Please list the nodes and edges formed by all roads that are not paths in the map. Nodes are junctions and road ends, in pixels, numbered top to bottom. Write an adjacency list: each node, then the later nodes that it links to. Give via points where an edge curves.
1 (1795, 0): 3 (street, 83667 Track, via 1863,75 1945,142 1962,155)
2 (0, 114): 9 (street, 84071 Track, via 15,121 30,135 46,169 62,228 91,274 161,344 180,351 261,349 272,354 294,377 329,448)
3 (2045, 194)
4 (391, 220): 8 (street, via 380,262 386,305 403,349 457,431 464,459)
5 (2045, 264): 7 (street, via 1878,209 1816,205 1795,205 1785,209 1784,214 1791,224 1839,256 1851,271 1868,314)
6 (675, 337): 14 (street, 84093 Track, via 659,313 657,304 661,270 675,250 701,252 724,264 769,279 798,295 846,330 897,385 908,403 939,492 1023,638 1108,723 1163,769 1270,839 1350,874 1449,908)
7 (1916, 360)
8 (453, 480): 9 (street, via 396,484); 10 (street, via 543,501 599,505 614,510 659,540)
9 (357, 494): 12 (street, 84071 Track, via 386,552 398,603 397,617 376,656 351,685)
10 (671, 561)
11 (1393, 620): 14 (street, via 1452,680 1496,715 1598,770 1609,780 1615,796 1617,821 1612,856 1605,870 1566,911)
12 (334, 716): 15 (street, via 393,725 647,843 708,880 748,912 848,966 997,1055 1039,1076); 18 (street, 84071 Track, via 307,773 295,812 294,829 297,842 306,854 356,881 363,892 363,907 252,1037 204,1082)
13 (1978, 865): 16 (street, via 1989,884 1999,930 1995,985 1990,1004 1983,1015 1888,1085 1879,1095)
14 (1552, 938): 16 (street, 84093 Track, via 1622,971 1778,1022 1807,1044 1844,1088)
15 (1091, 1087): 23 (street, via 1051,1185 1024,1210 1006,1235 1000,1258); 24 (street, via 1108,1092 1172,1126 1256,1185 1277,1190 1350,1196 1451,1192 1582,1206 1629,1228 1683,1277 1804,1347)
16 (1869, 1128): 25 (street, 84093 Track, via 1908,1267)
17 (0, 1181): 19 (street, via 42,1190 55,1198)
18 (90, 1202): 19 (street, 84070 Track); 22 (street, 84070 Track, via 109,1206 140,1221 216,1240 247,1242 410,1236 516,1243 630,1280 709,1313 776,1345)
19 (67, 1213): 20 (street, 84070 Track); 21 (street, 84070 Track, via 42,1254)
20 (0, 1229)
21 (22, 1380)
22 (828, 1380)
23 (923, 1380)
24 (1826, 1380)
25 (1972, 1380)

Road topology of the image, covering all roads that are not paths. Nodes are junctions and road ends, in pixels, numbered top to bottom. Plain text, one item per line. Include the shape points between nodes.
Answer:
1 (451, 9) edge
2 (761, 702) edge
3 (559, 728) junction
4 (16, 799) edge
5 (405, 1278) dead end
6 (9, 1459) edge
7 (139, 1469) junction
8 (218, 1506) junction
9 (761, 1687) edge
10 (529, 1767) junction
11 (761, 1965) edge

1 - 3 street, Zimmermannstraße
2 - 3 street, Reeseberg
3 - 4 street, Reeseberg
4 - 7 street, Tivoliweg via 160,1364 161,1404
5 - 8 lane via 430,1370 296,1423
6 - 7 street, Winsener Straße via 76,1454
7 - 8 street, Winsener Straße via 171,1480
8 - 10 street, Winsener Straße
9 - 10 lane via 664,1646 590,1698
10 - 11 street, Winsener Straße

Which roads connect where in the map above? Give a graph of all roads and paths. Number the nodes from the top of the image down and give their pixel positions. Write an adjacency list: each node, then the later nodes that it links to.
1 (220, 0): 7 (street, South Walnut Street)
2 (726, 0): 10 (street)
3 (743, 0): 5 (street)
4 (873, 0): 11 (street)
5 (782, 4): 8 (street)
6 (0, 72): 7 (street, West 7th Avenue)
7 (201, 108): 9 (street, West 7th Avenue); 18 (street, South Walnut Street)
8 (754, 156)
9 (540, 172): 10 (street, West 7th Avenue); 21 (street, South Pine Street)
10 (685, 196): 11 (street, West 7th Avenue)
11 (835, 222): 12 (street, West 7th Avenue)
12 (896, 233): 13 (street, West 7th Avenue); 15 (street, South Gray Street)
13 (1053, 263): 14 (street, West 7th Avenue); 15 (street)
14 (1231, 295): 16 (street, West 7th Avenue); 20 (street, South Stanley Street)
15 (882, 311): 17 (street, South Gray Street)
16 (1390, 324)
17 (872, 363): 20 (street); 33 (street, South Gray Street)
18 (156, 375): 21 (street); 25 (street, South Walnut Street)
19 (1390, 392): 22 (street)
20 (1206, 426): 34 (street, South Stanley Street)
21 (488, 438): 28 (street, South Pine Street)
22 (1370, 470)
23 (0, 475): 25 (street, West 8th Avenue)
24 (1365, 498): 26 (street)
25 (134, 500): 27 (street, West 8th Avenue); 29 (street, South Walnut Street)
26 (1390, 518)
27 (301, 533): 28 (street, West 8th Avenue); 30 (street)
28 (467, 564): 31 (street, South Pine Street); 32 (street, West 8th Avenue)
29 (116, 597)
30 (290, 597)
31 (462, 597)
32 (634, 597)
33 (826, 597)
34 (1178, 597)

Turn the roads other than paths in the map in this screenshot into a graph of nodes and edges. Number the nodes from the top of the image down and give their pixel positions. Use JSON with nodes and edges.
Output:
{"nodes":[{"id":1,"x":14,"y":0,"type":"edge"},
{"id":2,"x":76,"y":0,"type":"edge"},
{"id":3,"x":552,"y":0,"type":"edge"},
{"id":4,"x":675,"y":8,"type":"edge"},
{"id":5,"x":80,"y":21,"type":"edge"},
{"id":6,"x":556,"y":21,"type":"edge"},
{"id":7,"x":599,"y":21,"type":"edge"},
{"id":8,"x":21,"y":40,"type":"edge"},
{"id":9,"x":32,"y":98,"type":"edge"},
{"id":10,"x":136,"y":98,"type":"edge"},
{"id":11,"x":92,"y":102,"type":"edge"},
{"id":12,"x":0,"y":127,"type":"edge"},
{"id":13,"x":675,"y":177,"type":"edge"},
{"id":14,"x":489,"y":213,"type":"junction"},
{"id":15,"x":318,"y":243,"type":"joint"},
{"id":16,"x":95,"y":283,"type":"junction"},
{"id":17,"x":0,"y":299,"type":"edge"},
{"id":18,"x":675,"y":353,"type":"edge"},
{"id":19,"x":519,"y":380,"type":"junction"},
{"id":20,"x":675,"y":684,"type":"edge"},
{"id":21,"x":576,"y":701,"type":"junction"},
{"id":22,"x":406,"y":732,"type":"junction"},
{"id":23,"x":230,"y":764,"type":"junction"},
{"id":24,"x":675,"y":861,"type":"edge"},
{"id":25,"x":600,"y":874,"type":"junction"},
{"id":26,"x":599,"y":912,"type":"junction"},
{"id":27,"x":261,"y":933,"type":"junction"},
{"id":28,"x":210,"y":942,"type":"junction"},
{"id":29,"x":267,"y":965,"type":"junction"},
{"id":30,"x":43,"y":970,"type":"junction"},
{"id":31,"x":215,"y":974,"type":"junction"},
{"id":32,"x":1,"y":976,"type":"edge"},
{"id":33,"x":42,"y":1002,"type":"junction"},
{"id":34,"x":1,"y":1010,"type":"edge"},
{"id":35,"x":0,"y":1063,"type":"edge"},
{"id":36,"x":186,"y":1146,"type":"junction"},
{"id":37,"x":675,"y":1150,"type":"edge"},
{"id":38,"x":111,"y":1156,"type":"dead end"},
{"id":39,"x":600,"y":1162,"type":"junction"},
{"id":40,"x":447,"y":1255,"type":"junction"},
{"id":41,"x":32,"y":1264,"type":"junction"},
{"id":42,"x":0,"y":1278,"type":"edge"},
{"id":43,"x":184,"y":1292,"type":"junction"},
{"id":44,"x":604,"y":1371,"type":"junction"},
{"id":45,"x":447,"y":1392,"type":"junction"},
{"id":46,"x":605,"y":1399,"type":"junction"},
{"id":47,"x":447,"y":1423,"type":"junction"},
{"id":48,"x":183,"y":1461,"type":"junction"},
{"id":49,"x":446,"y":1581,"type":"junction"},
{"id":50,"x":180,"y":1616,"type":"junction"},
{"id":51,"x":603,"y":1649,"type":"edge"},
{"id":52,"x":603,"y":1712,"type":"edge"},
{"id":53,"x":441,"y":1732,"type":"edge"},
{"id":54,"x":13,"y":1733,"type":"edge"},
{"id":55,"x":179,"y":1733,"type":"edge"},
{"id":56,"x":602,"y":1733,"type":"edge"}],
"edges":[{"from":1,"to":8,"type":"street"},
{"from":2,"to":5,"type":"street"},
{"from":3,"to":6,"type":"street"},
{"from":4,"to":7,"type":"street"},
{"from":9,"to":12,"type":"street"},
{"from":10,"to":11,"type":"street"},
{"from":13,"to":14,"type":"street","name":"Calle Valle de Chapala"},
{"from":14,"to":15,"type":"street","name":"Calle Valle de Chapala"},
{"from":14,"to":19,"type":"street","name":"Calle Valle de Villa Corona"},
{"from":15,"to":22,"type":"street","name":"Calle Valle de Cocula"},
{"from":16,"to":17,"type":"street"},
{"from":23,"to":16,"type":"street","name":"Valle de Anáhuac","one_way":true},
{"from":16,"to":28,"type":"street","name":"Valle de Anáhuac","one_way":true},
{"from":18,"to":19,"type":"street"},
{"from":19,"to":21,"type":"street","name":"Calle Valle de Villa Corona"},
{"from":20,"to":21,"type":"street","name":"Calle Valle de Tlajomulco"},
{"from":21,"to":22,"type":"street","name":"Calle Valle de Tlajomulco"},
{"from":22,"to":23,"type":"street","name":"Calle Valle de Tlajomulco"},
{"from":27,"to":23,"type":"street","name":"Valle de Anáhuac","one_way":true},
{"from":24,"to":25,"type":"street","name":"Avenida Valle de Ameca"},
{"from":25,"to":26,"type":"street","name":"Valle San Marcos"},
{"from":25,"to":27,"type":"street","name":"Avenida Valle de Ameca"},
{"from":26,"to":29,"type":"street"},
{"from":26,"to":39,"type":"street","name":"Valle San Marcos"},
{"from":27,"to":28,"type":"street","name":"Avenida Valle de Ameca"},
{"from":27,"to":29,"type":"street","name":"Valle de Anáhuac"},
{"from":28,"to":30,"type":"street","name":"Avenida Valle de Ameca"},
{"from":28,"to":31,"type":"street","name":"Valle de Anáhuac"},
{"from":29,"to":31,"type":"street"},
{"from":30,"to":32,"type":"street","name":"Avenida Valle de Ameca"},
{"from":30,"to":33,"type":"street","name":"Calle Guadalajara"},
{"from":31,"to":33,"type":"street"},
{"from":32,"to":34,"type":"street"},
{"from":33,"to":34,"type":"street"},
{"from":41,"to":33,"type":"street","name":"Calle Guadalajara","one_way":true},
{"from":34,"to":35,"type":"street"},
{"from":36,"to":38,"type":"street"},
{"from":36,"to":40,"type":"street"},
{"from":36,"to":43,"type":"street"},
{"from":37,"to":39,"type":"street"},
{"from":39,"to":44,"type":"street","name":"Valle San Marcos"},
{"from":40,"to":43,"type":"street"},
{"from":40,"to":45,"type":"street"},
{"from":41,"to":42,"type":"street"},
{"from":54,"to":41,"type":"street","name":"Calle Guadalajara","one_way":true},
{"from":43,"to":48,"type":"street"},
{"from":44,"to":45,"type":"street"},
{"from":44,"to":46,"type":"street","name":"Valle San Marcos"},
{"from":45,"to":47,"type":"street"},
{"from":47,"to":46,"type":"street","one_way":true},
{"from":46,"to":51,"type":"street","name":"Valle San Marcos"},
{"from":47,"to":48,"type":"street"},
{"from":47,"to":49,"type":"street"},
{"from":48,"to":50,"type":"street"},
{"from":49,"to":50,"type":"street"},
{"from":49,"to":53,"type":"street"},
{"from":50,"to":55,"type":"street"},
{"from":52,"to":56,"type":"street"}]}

_TASK DETAILS_: Which lines above include the string "adjacency"? Show them.

_PROBLEM SOLUTION_:
Please list the nodes and edges formed by all roads that are not paths in the map. Nodes are junctions and road ends, in pixels, numbered top to bottom. Write an adjacency list: each node, then the later nodes that it links to. Give via points where an edge curves.
Which roads connect where in the map above? Give a graph of all roads and paths. Number the nodes from the top of the image down and give their pixel positions. Write an adjacency list: each node, then the later nodes that it links to.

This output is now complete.